Early Use of TIPSS in Patients With Cirrhosis and Variceal Bleeding — EarlyTIPSS  

Liver Cirrhosis Clinical Trial

Official title: Early Use of Transjugular Intrahepatic Portosystemic Shunt (TIPSS) in Patients With Cirrhosis and Variceal Bleeding

Status Completed

Clinical Trial Summary

Gastro-oesophageal varices (swollen veins in the gullet and stomach) are present in 50% of patients with liver cirrhosis and are its most serious complication as their rupture results in potentially life threatening bleeding. Bleeding from these veins occurs in up to one third of patients with varices. This is associated with 20% mortality at 6 weeks.

In the event of bleeding from these veins the current UK guidelines recommend certain drugs followed by early endoscopic treatment with variceal band ligation (rubber bands placed over the veins to stop them bleeding). The use of a shunt inside the liver ("TIPSS" transjugular intrahepatic portosystemic shunt) is largely reserved for cases of uncontrolled bleeding from these swollen veins. A recent randomised multicenter study carried out by Garcia Pagan and colleagues reported improved survival with early TIPSS in patients with bleeding from these swollen veins in advanced liver disease. From these guideline international guidelines now recommend consideration of early TIPSS for all high-risk patients presenting with variceal bleeding.
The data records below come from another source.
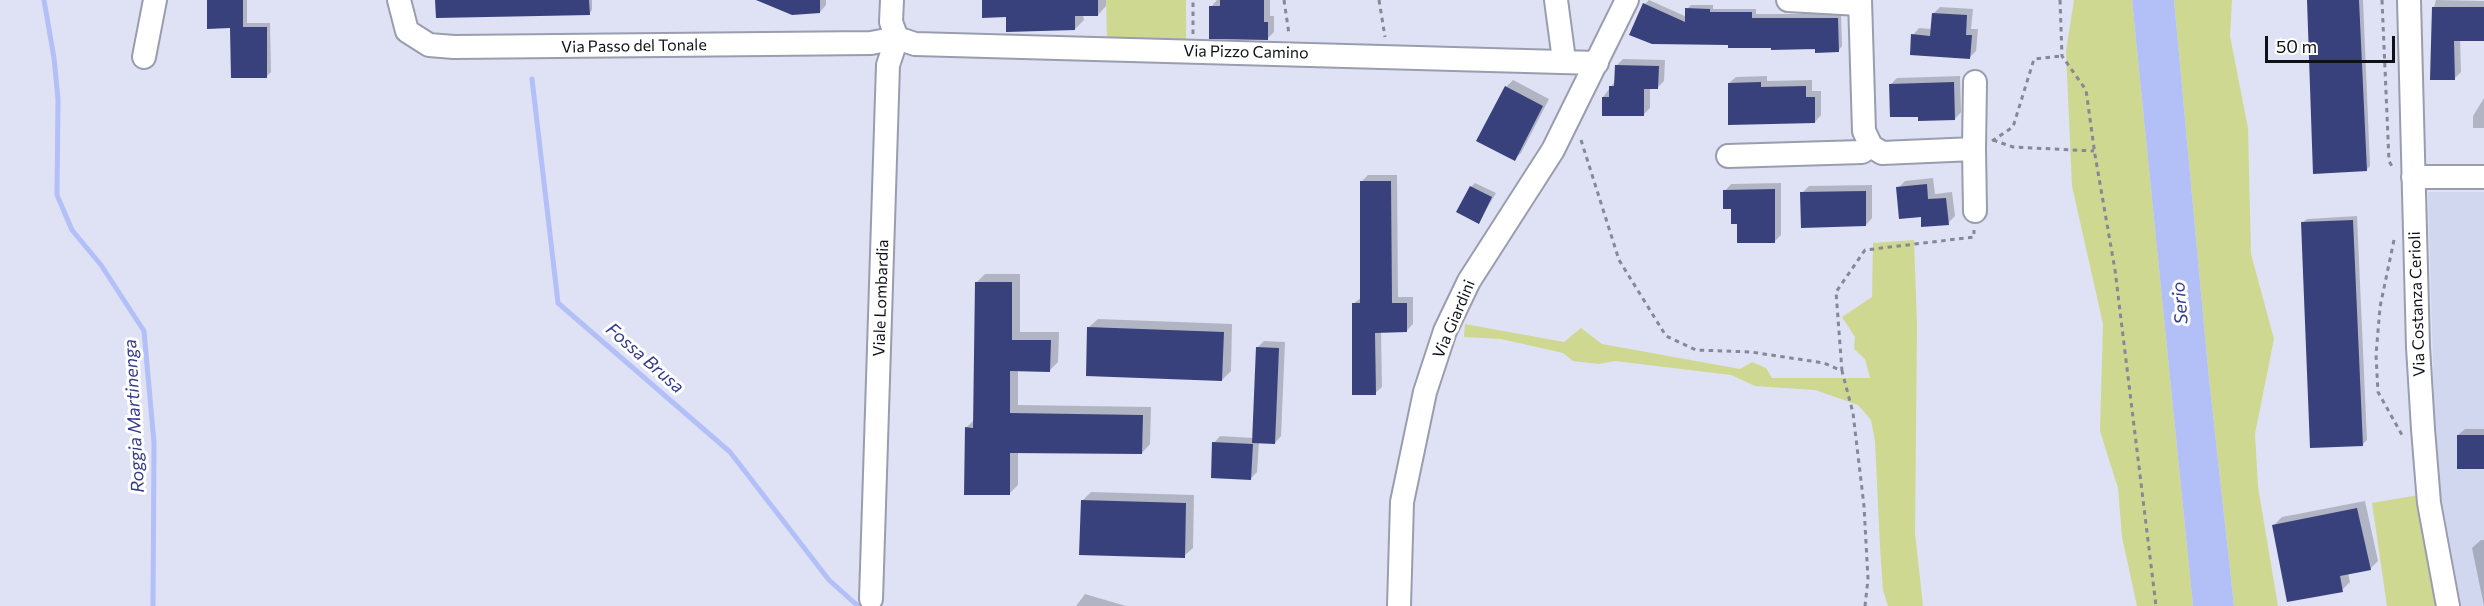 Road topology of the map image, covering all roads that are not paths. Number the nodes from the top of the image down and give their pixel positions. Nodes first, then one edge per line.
1 (156, 0) edge
2 (399, 0) edge
3 (891, 0) edge
4 (1556, 0) edge
5 (1627, 0) edge
6 (1788, 0) edge
7 (2409, 0) edge
8 (1860, 2) edge
9 (897, 38) junction
10 (144, 57) dead end
11 (1564, 60) junction
12 (1597, 63) junction
13 (1975, 82) dead end
14 (1984, 145) junction
15 (1870, 146) junction
16 (1728, 156) dead end
17 (2404, 173) junction
18 (2484, 177) edge
19 (1975, 211) road end
20 (871, 599) dead end
21 (1399, 606) edge
22 (2448, 606) edge

1 - 10 street
2 - 9 street, Via Passo del Tonale
3 - 9 street, Viale Lombardia
4 - 11 street
5 - 12 street, Via Giardini
6 - 8 street
7 - 17 street, Via Costanza Cerioli
8 - 15 street
9 - 11 street, Via Pizzo Camino
9 - 20 street, Viale Lombardia
11 - 12 street, Via Pizzo Camino
12 - 21 street, Via Giardini
13 - 14 street
14 - 15 street
14 - 19 street
15 - 16 street
17 - 18 street
17 - 22 street, Via Costanza Cerioli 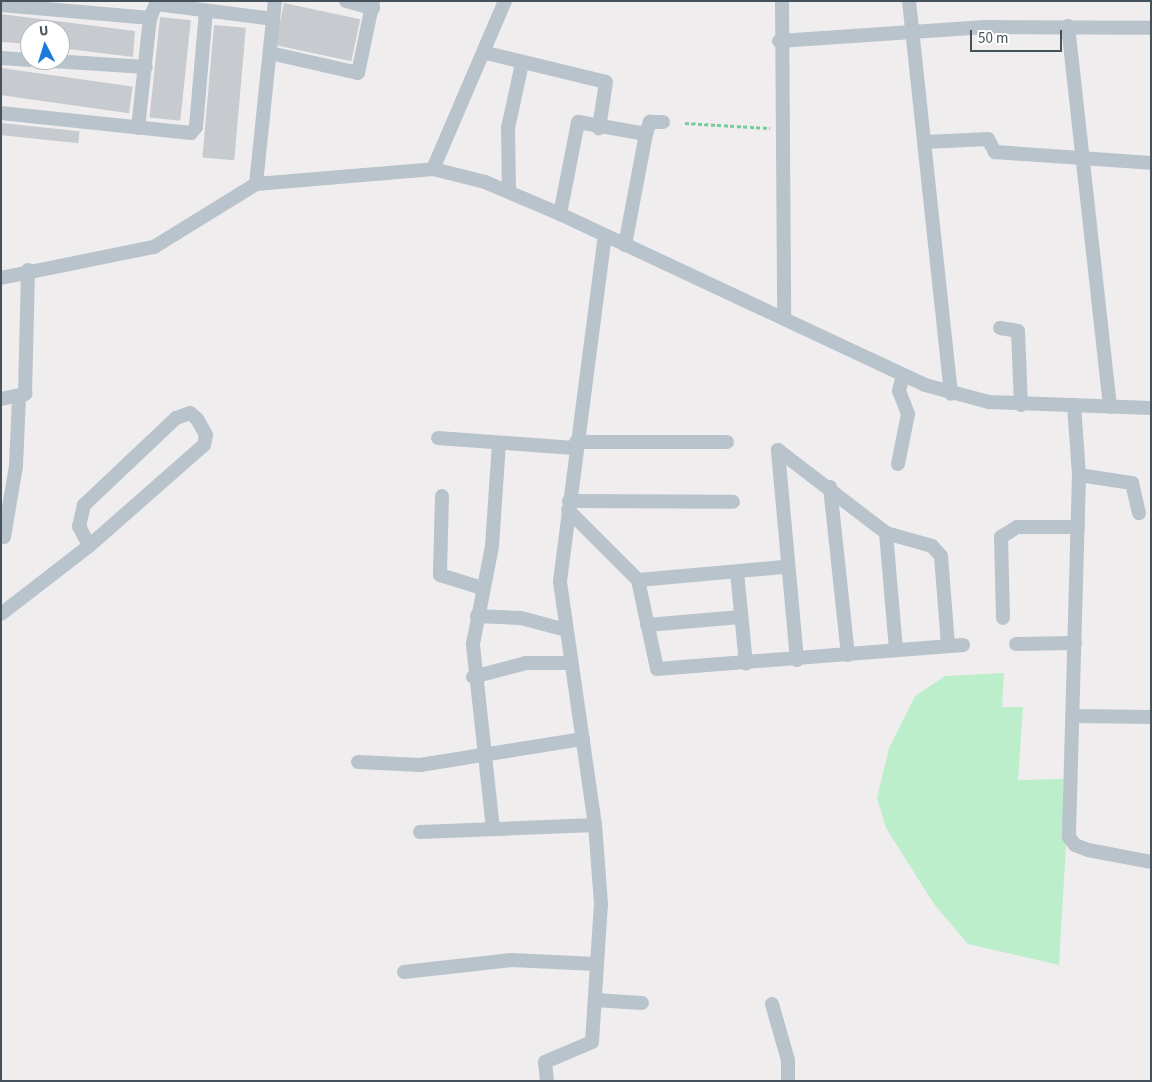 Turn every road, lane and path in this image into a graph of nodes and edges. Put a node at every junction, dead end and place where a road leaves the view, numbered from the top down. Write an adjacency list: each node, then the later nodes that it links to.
1 (275, 1): 10 (street)
2 (346, 1): 6 (street)
3 (505, 1): 16 (street)
4 (782, 1): 14 (street)
5 (909, 1): 13 (street)
6 (373, 4): 15 (street)
7 (1, 5): 9 (street)
8 (206, 11): 9 (street); 10 (street); 25 (street)
9 (150, 18): 21 (street)
10 (273, 18): 15 (street)
11 (1068, 26): 12 (street); 13 (street); 30 (street)
12 (1151, 28)
13 (914, 33): 14 (street); 29 (street)
14 (779, 41): 27 (street)
15 (270, 53): 33 (street)
16 (486, 53): 20 (street); 32 (street)
17 (1, 58): 18 (street)
18 (20, 59)
19 (70, 62): 21 (street)
20 (522, 63): 26 (street); 34 (street)
21 (146, 68): 25 (street)
22 (1, 113): 25 (street)
23 (663, 122): 28 (street)
24 (685, 123): 27 (path)
25 (138, 128)
26 (599, 128): 28 (street); 35 (street)
27 (780, 128): 40 (street)
28 (646, 134): 37 (street)
29 (925, 142): 30 (street); 43 (street)
30 (1082, 158): 31 (street); 48 (street)
31 (1151, 162)
32 (433, 169): 33 (street); 34 (street)
33 (256, 184): 38 (street)
34 (509, 192): 35 (street)
35 (560, 214): 36 (street)
36 (605, 236): 37 (street); 53 (street)
37 (625, 245): 40 (street)
38 (28, 270): 39 (street); 44 (street)
39 (1, 278)
40 (784, 316): 42 (street)
41 (1000, 328): 46 (street)
42 (903, 375): 43 (street); 54 (street)
43 (951, 394): 46 (street)
44 (19, 398): 45 (street); 63 (street)
45 (1, 399)
46 (1021, 404): 47 (street)
47 (1074, 405): 48 (street); 55 (street)
48 (1110, 407): 49 (street)
49 (1151, 408)
50 (438, 438): 52 (street)
51 (727, 442): 53 (street)
52 (499, 444): 53 (street); 68 (street)
53 (575, 445): 59 (street)
54 (898, 464)
55 (1079, 475): 60 (street); 61 (street)
56 (830, 487): 62 (street); 65 (street); 80 (street)
57 (442, 496): 68 (street)
58 (733, 502): 59 (street)
59 (568, 506): 67 (street); 74 (street)
60 (1139, 513)
61 (1078, 527): 72 (street); 75 (street)
62 (886, 532): 76 (street); 79 (street)
63 (4, 537)
64 (89, 546): 64 (street); 69 (street)
65 (785, 567): 66 (street); 81 (street)
66 (737, 572): 67 (street); 71 (street)
67 (638, 580): 73 (street)
68 (482, 588): 70 (street)
69 (1, 614)
70 (477, 616): 74 (street); 84 (street)
71 (741, 616): 73 (street); 83 (street)
72 (1003, 618)
73 (647, 625): 83 (street)
74 (566, 630): 82 (street)
75 (1075, 643): 78 (street); 85 (street)
76 (948, 644): 77 (street); 79 (street)
77 (963, 644)
78 (1016, 644)
79 (896, 650): 80 (street)
80 (848, 655): 81 (street)
81 (797, 660): 83 (street)
82 (571, 663): 84 (street); 87 (street)
83 (746, 664)
84 (473, 677): 88 (street)
85 (1074, 716): 86 (street); 93 (street)
86 (1151, 717)
87 (583, 739): 88 (street); 90 (street)
88 (485, 752): 89 (street); 91 (street)
89 (358, 762)
90 (595, 825): 91 (street); 94 (street)
91 (493, 829): 92 (street)
92 (420, 832)
93 (1151, 862)
94 (597, 964): 95 (street); 96 (street)
95 (404, 972)
96 (595, 1000): 97 (street); 99 (street)
97 (642, 1003)
98 (772, 1004): 100 (street)
99 (547, 1081)
100 (788, 1081)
This practice clearly has significant cost implications. To validate the findings a further randomised control trial is needed.

This is a multi-center parallel-group randomized controlled trial. Both hospitals taking part in the trial will have a TIPSS service. Patients who consent to enter the trial will be randomized to either: (1) Endoscopic treatment (standard care) or (2) early TIPSS.

Potential participants will be all patients with a diagnosis of liver cirrhosis presenting with an acute variceal bleed to a participating hospital who do not fulfill an exclusion criteria. All causes of cirrhosis will be included.

Participants will be reviewed during their regular hepatology clinic appointments at their respective hospitals on 3 occasions over a one-year period.

Clinical Trial Description

Background and Rationale for the Study

Gastro-oesophageal varices are present in 50% of patients with cirrhosis [2] and are the most serious complication of portal hypertension as their rupture results in potentially life threatening variceal haemorrhage with overall mortality rates historically reported as 30-50% [3]. Although mortality can be up to 40% at 6 weeks, it can be up to 70% at one year [2]. With the generally improved management of critically ill cirrhotic patients, together with vasoactive therapy and new endoscopic techniques for managing variceal haemorrhage, overall mortality has reduced, with one centre in Europe showing a reduction from 42% in 1980 to 14% in 2000 [4]. 60-80% of patients who bleed from varices will re-bleed if not treated [5-8], and the risk of re-bleeding is greatest in the first 10 days [1,9], during which 50% of those who are going to re-bleed, do so. The risk of re-bleeding gradually falls over the first month when an additional 10% re-bleed [7, 8]; the risk after the first six weeks then plateaus out.

Despite the advent of endoscopic therapies and early pharmacological therapies, re-bleeding rates are still higher early on, with factors predictive of early re-bleeding /treatment failure at 5 days including: active bleeding at index endoscopy; severity of liver disease (Child-Pugh class); severity of bleed; and severity of portal hypertension [1, 10]. Hepatic Venous Pressure Gradient (HVPG) is one of the best predictors of identifying those who will re-bleed. After an index variceal bleed, a reduction of HVPG to less than 12mmHg or by at least 20%, reduces the risk of re-bleeding from 46-65% to 0.13% [11]. HVPG measurement is usually limited to specialist centres.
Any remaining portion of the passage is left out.